(EXERCISE DESCRIPTION): From the entries below, copy out every line with "Right" in it.

(Stored records):
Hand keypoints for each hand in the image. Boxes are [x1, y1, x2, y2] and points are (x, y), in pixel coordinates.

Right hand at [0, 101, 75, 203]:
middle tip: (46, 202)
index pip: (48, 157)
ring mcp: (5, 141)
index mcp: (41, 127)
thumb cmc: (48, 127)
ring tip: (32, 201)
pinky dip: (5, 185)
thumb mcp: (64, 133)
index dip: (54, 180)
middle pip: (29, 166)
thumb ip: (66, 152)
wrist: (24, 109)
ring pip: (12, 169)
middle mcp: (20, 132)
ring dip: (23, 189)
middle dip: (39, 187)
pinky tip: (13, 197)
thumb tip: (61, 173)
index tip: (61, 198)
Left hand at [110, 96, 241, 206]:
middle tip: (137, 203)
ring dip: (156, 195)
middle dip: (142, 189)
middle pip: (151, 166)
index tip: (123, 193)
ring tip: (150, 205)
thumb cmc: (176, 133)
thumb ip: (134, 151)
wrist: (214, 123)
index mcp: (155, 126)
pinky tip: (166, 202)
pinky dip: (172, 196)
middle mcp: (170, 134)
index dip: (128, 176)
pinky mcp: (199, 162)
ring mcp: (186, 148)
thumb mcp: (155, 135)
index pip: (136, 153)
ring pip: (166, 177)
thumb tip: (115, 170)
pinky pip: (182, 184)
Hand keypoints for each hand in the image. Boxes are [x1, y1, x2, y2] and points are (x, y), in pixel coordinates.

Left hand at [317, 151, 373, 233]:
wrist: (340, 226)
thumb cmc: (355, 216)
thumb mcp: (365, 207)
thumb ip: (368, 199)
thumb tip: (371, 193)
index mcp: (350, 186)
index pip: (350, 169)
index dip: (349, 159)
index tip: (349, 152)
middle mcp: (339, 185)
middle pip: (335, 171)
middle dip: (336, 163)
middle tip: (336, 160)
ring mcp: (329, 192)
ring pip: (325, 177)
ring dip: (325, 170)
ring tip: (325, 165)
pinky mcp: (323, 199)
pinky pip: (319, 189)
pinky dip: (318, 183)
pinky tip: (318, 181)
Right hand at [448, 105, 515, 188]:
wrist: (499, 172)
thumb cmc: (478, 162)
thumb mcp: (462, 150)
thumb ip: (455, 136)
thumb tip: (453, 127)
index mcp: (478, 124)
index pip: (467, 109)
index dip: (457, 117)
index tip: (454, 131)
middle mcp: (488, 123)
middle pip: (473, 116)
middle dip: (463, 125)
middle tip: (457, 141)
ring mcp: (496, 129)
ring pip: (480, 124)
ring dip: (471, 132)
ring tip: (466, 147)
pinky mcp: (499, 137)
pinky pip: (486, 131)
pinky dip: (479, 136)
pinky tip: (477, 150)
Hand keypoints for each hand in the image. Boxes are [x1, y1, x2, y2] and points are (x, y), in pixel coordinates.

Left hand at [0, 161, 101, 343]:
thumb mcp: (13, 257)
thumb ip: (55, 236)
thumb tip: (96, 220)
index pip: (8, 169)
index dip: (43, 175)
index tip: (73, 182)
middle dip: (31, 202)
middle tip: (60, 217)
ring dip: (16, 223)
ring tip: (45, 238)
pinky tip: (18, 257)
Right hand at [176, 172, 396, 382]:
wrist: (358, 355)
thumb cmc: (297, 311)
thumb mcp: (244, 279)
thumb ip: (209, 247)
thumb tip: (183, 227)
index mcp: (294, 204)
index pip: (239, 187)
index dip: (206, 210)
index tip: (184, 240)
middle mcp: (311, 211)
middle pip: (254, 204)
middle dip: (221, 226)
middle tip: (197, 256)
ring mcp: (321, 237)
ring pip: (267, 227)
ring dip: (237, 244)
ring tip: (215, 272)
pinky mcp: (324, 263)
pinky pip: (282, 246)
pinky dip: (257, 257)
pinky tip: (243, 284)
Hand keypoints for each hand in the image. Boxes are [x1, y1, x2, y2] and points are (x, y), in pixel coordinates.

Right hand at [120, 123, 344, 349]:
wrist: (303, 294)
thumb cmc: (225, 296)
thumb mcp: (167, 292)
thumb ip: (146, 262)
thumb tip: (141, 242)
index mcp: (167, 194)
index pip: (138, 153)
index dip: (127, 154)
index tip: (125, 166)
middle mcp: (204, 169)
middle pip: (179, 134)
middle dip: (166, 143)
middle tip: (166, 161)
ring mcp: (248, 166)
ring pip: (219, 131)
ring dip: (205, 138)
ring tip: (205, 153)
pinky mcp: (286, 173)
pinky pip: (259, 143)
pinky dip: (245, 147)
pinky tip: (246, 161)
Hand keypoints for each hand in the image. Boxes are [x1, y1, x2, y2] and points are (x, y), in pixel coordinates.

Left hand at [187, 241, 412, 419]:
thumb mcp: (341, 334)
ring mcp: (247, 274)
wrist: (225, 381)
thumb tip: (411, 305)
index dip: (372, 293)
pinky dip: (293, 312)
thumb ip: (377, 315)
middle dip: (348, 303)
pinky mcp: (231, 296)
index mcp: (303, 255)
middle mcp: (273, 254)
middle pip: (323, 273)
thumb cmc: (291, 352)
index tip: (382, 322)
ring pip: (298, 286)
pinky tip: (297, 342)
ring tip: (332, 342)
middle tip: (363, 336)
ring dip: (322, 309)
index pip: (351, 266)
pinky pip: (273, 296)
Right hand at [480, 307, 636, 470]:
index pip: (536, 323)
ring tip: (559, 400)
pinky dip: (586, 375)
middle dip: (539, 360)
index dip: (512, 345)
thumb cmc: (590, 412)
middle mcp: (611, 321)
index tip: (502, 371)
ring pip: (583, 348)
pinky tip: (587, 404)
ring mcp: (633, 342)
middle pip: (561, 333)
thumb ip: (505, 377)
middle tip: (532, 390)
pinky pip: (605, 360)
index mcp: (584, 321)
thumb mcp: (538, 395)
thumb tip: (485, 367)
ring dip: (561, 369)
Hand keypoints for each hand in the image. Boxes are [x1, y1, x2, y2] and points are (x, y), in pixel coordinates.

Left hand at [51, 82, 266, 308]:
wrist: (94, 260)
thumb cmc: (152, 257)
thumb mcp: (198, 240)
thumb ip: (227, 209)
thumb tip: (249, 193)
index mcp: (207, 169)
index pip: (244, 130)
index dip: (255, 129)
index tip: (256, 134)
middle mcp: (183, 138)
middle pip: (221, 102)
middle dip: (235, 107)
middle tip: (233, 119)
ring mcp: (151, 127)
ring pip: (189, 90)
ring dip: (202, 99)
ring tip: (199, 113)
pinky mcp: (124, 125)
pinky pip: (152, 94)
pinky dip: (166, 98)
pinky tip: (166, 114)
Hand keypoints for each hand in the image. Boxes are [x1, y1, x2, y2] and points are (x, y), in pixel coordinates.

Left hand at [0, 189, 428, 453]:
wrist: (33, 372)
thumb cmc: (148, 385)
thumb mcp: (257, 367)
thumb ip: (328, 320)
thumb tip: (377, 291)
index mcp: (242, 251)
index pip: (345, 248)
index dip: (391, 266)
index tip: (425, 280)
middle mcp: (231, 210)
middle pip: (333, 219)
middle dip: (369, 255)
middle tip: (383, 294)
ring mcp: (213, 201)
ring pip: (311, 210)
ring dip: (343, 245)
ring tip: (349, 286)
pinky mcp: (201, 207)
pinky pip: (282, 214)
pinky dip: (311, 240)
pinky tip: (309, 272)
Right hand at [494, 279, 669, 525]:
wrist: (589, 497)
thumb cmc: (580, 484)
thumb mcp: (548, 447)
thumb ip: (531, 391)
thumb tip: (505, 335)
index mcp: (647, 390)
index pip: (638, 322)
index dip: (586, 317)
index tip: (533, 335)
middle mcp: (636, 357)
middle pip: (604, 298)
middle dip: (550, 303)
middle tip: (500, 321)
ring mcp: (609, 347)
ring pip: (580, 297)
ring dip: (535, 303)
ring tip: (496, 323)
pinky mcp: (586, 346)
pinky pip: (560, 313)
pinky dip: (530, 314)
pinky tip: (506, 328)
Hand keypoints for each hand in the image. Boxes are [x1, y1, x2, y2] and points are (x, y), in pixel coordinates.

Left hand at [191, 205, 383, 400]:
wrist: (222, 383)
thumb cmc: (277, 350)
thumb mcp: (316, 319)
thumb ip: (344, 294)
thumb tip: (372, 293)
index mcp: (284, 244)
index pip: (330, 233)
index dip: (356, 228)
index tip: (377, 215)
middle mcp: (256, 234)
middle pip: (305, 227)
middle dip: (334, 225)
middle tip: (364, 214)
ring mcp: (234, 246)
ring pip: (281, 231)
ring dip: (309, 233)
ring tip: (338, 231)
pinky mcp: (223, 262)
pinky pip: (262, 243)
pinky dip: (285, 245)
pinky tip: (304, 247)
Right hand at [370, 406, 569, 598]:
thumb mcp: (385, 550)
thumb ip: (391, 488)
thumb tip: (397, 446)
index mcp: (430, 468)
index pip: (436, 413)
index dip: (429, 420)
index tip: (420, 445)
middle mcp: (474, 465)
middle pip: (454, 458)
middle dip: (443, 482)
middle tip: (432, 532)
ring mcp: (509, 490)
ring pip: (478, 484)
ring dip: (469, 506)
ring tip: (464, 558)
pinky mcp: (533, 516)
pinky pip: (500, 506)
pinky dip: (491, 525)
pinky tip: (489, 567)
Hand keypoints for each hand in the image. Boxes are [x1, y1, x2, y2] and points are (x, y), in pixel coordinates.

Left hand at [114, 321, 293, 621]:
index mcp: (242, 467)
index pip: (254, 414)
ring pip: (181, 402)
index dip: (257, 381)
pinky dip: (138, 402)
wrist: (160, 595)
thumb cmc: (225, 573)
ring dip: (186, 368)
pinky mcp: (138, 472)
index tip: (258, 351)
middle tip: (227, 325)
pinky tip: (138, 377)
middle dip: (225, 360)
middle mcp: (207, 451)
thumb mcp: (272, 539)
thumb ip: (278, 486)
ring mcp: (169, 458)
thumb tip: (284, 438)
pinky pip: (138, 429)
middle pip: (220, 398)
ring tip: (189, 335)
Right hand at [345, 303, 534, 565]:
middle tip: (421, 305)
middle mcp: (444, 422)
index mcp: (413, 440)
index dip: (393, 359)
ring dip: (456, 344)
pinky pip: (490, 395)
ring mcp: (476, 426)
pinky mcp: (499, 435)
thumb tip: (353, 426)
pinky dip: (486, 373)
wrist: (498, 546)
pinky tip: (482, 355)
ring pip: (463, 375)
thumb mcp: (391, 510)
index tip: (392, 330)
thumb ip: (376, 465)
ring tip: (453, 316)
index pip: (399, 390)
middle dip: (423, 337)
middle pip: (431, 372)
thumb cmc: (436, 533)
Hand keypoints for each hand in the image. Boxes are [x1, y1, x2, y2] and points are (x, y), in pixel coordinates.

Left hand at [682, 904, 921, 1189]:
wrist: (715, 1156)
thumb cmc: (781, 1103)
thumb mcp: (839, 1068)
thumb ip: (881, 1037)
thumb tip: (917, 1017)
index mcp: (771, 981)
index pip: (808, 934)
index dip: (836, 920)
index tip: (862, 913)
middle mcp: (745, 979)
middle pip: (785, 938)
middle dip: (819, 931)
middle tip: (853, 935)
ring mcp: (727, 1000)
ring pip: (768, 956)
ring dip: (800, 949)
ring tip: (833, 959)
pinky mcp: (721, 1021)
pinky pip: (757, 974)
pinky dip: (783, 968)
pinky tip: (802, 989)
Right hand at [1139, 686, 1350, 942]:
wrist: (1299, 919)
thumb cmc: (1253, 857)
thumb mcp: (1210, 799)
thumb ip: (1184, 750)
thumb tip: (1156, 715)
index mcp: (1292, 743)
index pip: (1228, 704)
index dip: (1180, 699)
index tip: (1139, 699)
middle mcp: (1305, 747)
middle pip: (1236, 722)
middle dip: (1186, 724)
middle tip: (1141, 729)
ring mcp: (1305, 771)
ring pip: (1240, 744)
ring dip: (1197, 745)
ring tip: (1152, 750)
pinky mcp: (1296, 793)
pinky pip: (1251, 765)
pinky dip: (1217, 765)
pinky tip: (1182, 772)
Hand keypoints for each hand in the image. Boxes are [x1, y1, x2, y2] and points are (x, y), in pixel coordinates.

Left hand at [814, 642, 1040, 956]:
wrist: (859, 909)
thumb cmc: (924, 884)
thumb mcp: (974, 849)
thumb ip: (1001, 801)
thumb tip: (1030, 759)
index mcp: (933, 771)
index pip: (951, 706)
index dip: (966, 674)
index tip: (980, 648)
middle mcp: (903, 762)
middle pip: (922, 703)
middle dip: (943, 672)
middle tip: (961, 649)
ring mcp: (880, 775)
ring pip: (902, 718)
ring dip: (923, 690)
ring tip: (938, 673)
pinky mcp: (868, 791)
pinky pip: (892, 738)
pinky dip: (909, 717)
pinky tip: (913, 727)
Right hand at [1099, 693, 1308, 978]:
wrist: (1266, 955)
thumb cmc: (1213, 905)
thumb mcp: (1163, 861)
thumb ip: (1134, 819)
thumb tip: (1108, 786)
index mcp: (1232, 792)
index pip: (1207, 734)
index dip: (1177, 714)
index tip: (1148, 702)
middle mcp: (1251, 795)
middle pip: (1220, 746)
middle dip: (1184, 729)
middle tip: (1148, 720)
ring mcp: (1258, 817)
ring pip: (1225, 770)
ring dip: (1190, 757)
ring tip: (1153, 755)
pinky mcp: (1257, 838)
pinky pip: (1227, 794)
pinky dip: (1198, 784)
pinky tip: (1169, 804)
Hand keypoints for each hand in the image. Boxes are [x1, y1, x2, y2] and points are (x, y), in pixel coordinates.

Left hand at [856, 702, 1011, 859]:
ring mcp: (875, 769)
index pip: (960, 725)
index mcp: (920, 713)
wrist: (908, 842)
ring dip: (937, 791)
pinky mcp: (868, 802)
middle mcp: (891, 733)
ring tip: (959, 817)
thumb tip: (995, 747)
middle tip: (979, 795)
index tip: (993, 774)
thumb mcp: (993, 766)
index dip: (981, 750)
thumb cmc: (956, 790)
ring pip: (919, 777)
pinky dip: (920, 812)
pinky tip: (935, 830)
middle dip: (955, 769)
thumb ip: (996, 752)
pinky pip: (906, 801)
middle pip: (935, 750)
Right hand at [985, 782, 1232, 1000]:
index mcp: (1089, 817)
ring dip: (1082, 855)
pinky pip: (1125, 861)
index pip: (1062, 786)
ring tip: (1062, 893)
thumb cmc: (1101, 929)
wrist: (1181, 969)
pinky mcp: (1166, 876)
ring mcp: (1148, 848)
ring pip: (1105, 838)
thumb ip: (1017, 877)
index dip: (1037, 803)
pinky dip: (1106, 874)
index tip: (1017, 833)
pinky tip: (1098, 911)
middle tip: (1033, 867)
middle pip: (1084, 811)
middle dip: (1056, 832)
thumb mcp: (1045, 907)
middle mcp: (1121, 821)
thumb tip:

(EXERCISE SOLUTION):
Right hand at [0, 101, 75, 203]:
Right hand at [448, 105, 515, 188]:
Right hand at [176, 172, 396, 382]:
Right hand at [120, 123, 344, 349]:
Right hand at [480, 307, 636, 470]:
Right hand at [494, 279, 669, 525]:
Right hand at [370, 406, 569, 598]:
Right hand at [345, 303, 534, 565]:
Right hand at [1139, 686, 1350, 942]:
Right hand at [1099, 693, 1308, 978]:
Right hand at [985, 782, 1232, 1000]:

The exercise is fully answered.